The Department of Finance have released the end of year Exchequer Statement for 2011. The relevant documents are:
- Exchequer Statement
- Analysis of Tax Receipts
- Analysis of Net Voted Expenditure
- Information Note from the Department
Here we will have a look at the figures in the usual detail. First up cumulative tax revenue by month.
Cumulative tax revenue has been ahead of the 2010 outturn for every month of the year. The increase peaked in September at 8.7% (when the new pension levy was collected) and has eased since then to finish the year up €2.3 billion or 7.2%. This has been hailed as the first rise in tax revenue in three years.
By looking at the individual tax heads we can see that virtually all of this increase is due to Income Tax.
The CSO reports that employment fell 46,000 in the year to September and that average weekly earnings rose 1.4% over the same period. These do not seem like labour market indicators that support a 22.4% rise in Income Tax. Budget 2011 contained a series of measures that were forecast to bring in about an extra €1 billion of Income Tax in 2011. So where did the other €1.5 billion come from?
It came about as a result of the reclassification of the old Health Levy into the new Universal Social Charge. The Health Levy was a departmental receipt collected by the Department of Health and did not appear in the Exchequer Account. All money collected under the Universal Social Charge enters the Exchequer Account and is included under the Income Tax heading.

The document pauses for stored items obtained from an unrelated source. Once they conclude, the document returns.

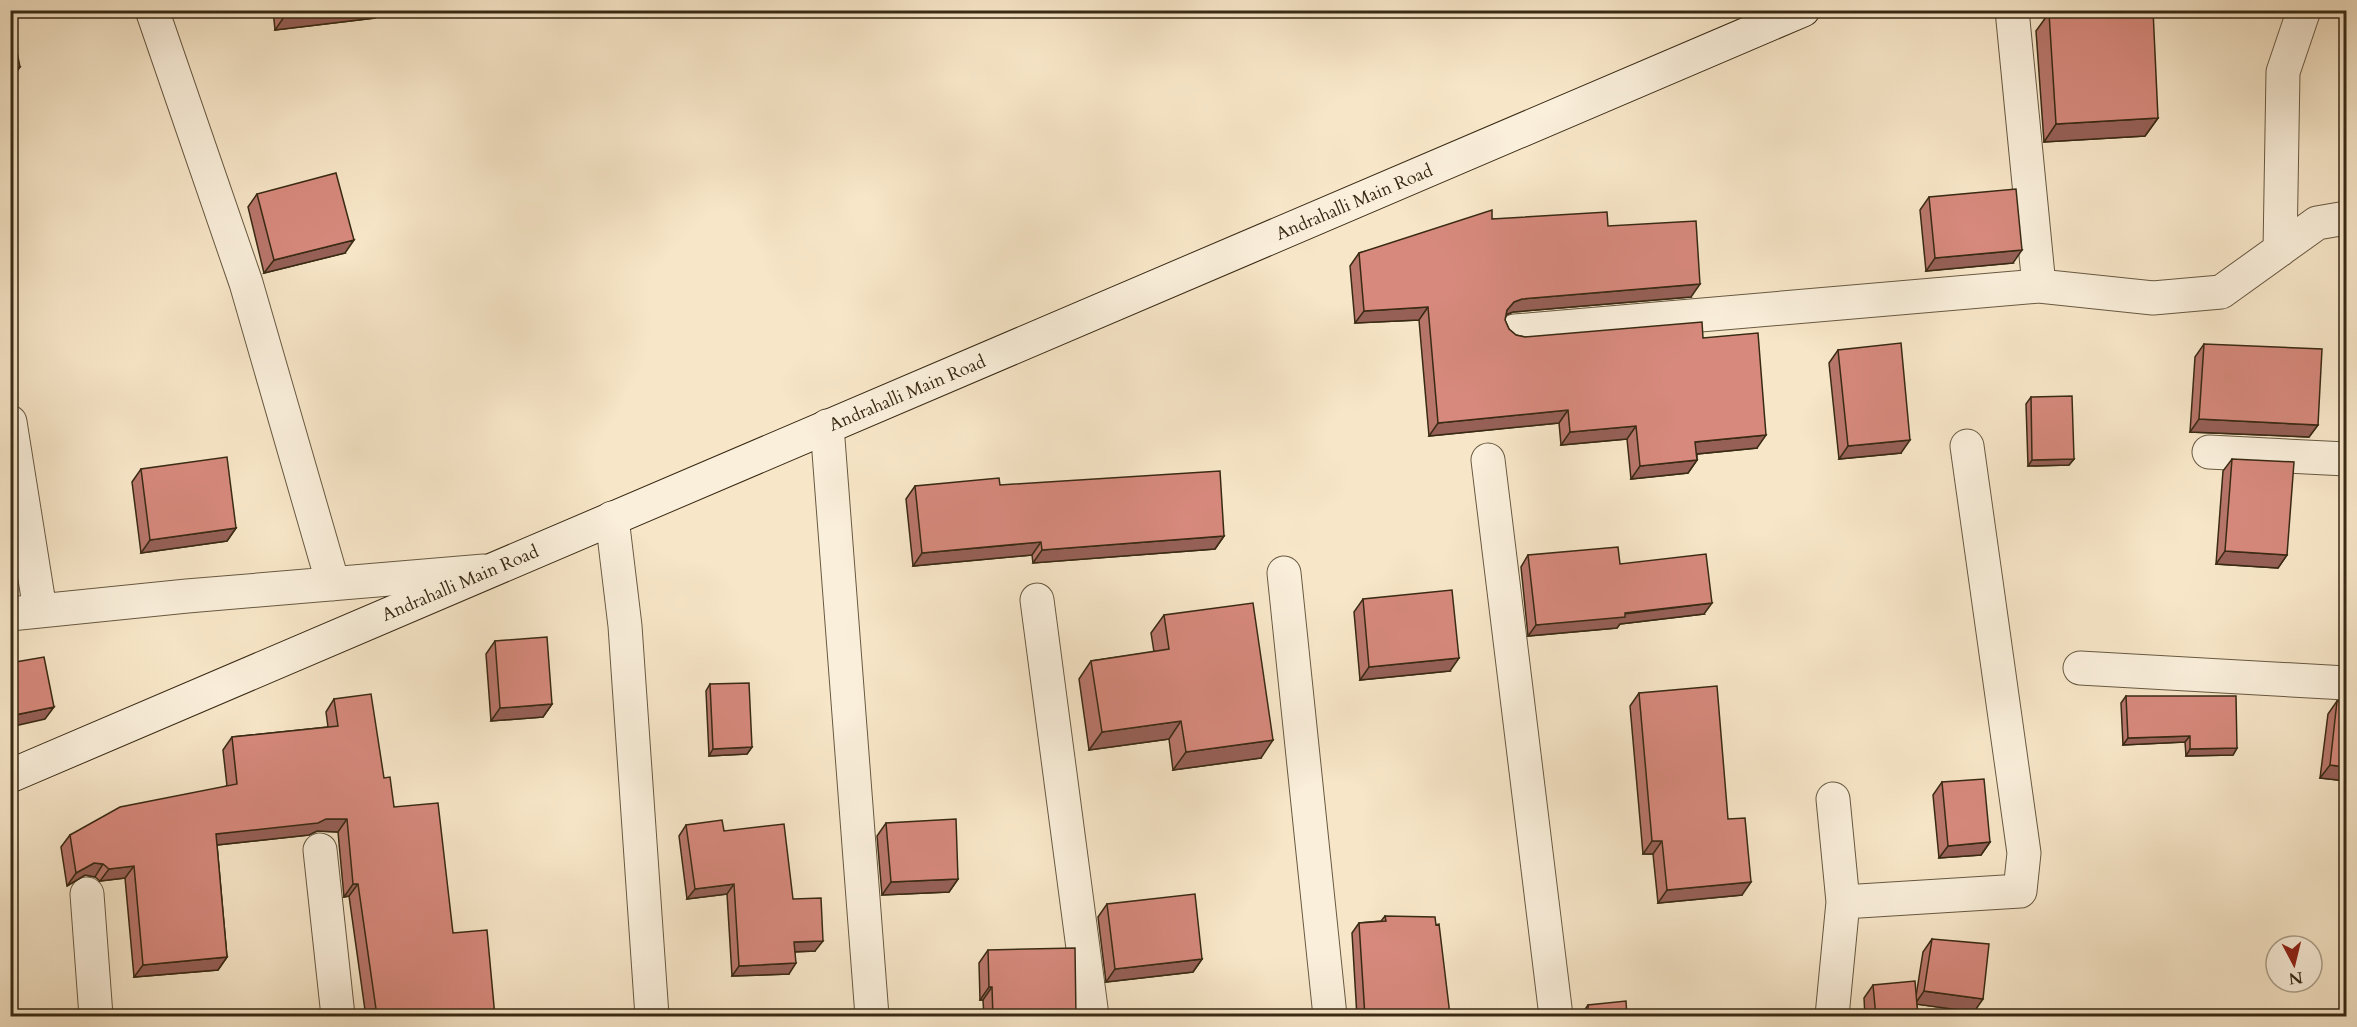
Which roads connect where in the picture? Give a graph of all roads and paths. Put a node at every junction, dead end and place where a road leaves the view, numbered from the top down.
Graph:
1 (152, 10) edge
2 (1803, 10) edge
3 (2012, 10) edge
4 (2306, 11) edge
5 (2346, 218) edge
6 (2280, 250) junction
7 (2039, 286) junction
8 (1515, 331) edge
9 (10, 422) edge
10 (827, 426) junction
11 (1967, 446) dead end
12 (2209, 452) dead end
13 (2346, 459) edge
14 (1488, 460) dead end
15 (612, 518) junction
16 (489, 571) junction
17 (1284, 573) dead end
18 (333, 584) junction
19 (1037, 600) dead end
20 (25, 612) edge
21 (2079, 668) dead end
22 (2346, 683) edge
23 (10, 776) edge
24 (1833, 799) dead end
25 (320, 850) dead end
26 (87, 894) dead end
27 (1843, 902) junction
28 (96, 1017) edge
29 (338, 1017) edge
30 (652, 1017) edge
31 (872, 1017) edge
32 (1092, 1017) edge
33 (1330, 1017) edge
34 (1556, 1017) edge
35 (1832, 1017) edge

1 - 18 street
2 - 10 street, Andrahalli Main Road
3 - 7 street
4 - 6 street
5 - 6 street
6 - 7 street
7 - 8 street
9 - 20 street
10 - 15 street, Andrahalli Main Road
10 - 31 street
11 - 27 street
12 - 13 street
14 - 34 street
15 - 16 street, Andrahalli Main Road
15 - 30 street
16 - 18 street
16 - 23 street, Andrahalli Main Road
17 - 33 street
18 - 20 street
19 - 32 street
21 - 22 street
24 - 27 street
25 - 29 street
26 - 28 street
27 - 35 street

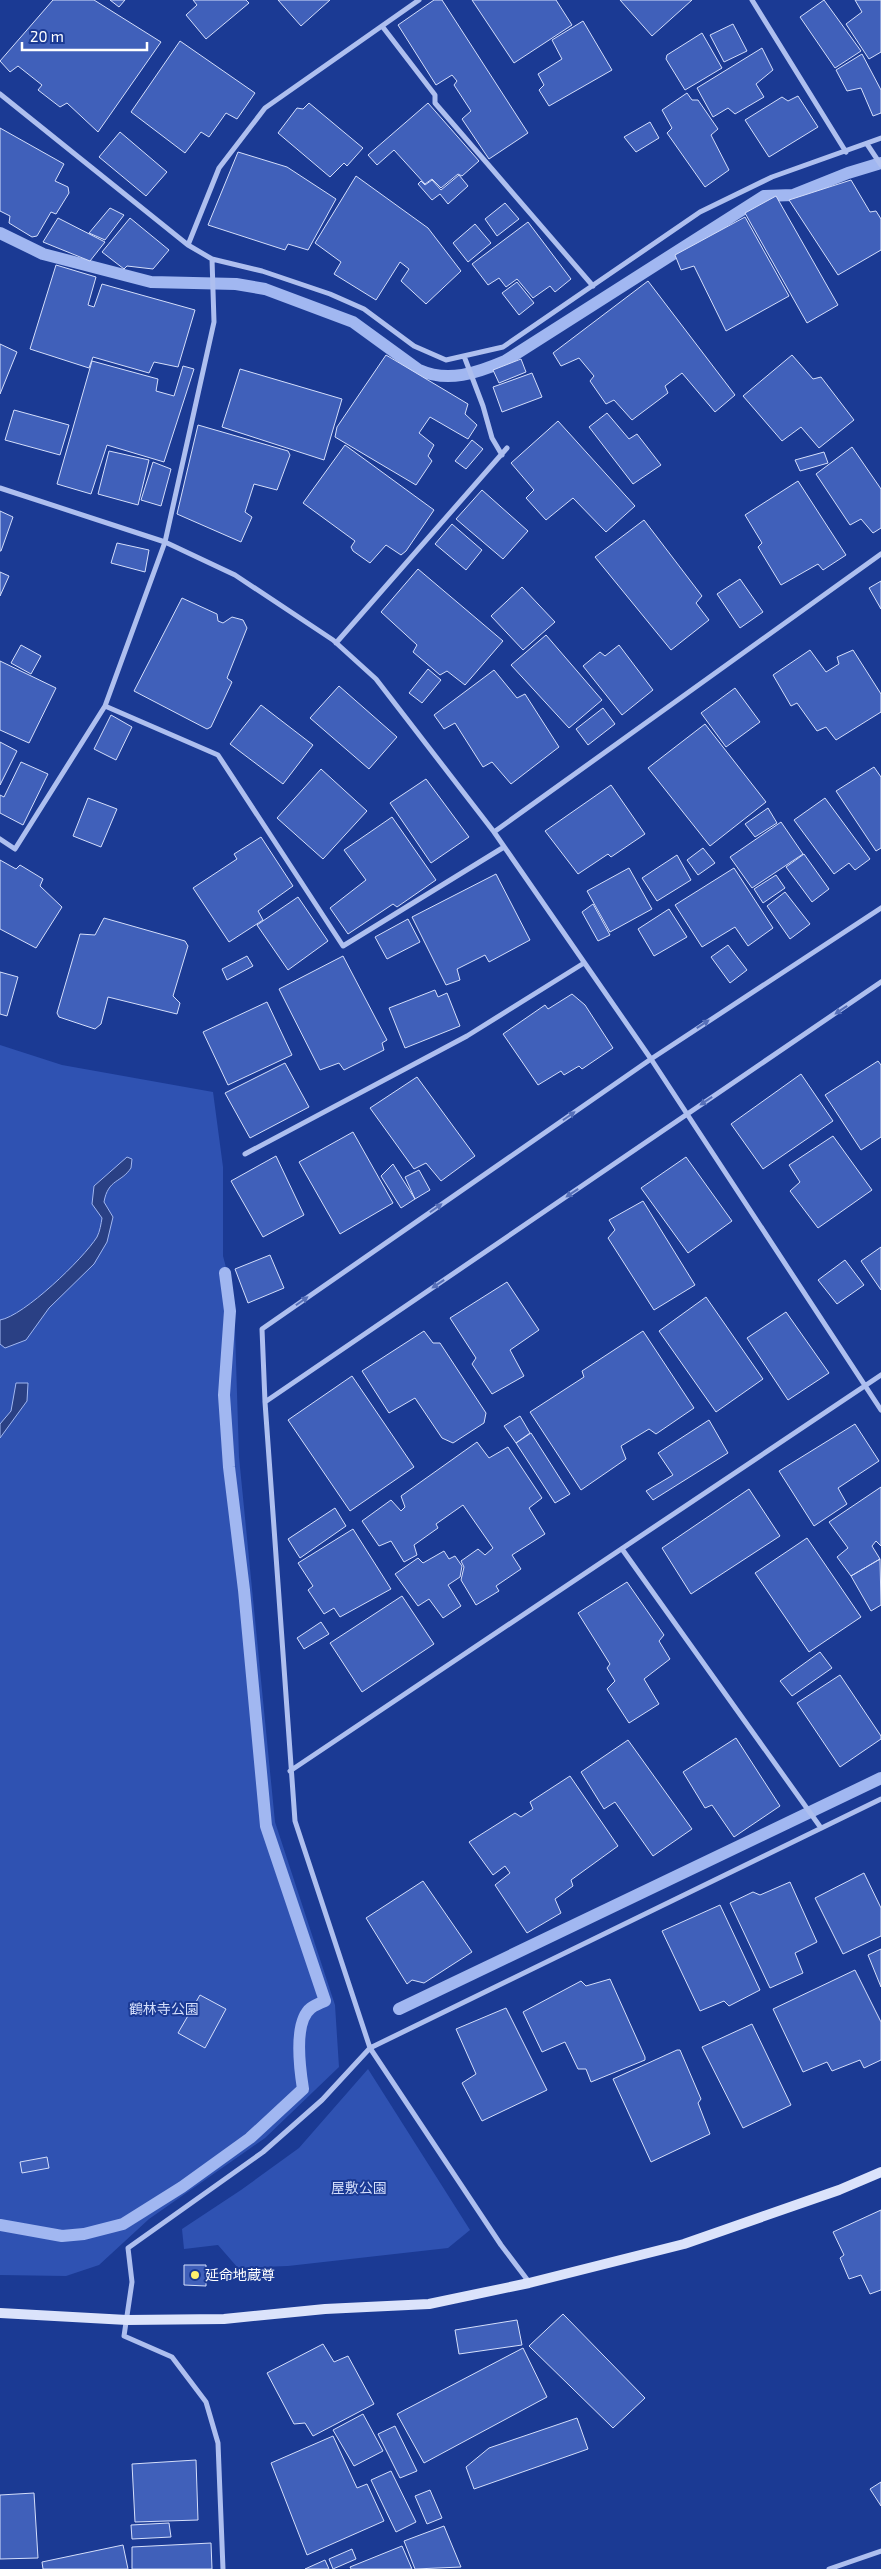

In 2010 the Health Levy raised €2,018 million. This money was collected again in 2011 but under the guise of the Universal Social Charge in Income Tax receipts rather than as a receipt for the Department of Health. There might have been an increase in tax revenue in the Exchequer Account but there was little or no increase in government revenue.
The other tax showing a strong increase on 2010 is Stamp Duty. As we said when the September Exchequer Statement was released:
This again is not the positive sign the bare numbers would suggest. Stamp Duty is only up because the €457 million collected as a result of the Pension Levy introduced in May’s “Jobs Initiative” is included here. If we compare like-for-like Stamp Duty revenue is performing just like every other tax – i.e. worse than last year.
VAT is down €360 million but about one-third of that is due to the reduction in the 13.5% to 9% for certain goods and services in the same Jobs Initiative.
On a monthly comparison every month was ahead of the 2010 equivalent bar one: the last one. Tax revenue for December 2011 was €51 million lower than in December 2010.
If we look at the individual tax heads we can see the causes of this.
The standout figure is obviously the 96% drop in Corporation Tax receipts. The Information Note offers an explanation for this:
[…] some €261 million in corporation tax receipts due for receipt in December were not received into the Exchequer account in time to be accounted for in 2011. The bulk of these receipts have since been received and will form part of the January 2012 tax revenue outturn.
It is not really clear what has happened but this will add a bit of new year ‘pep’ to the Exchequer Returns in 2012.
If we just look at the last quarter of 2011 the picture is a little more benign.
Apart from the continued weakness in VAT receipts and the glitch in Corporation Tax all tax heads in the final quarter of 2011 are ahead of their performance from 2010. The 40% rises in Capital Gains and Capital Acquisitions Taxes are noteworthy, but the contribution of these taxes to total tax revenue remains small (just 5.8%).
No analysis of Tax Revenue is complete without investigating whether receipts are “on target” which were published last February. They’re not.
Tax revenue in the final quarter of the year might be up on its 2010 performance but it is clear that the Department of Finance was expecting a much greater bounce. Over the last three months of the year tax revenue went from being €160 million ahead of target to €873 million behind target. If we omit the measures introduced in the Jobs Initiative that did not exist when these targets were set it is likely that tax revenue is around €1,200 million or 3.5% below target.
In each the last three months of the year tax revenue was more than €330 million behind the DoF forecast. It was hoped that there would be a rise of €1,383 million to €10,962 million of tax receipts in the final quarter. It is not clear why the DoF expected a 15% rise in tax revenue in the final quarter of the year but receipts were actually €9,929 million, almost 10% below target.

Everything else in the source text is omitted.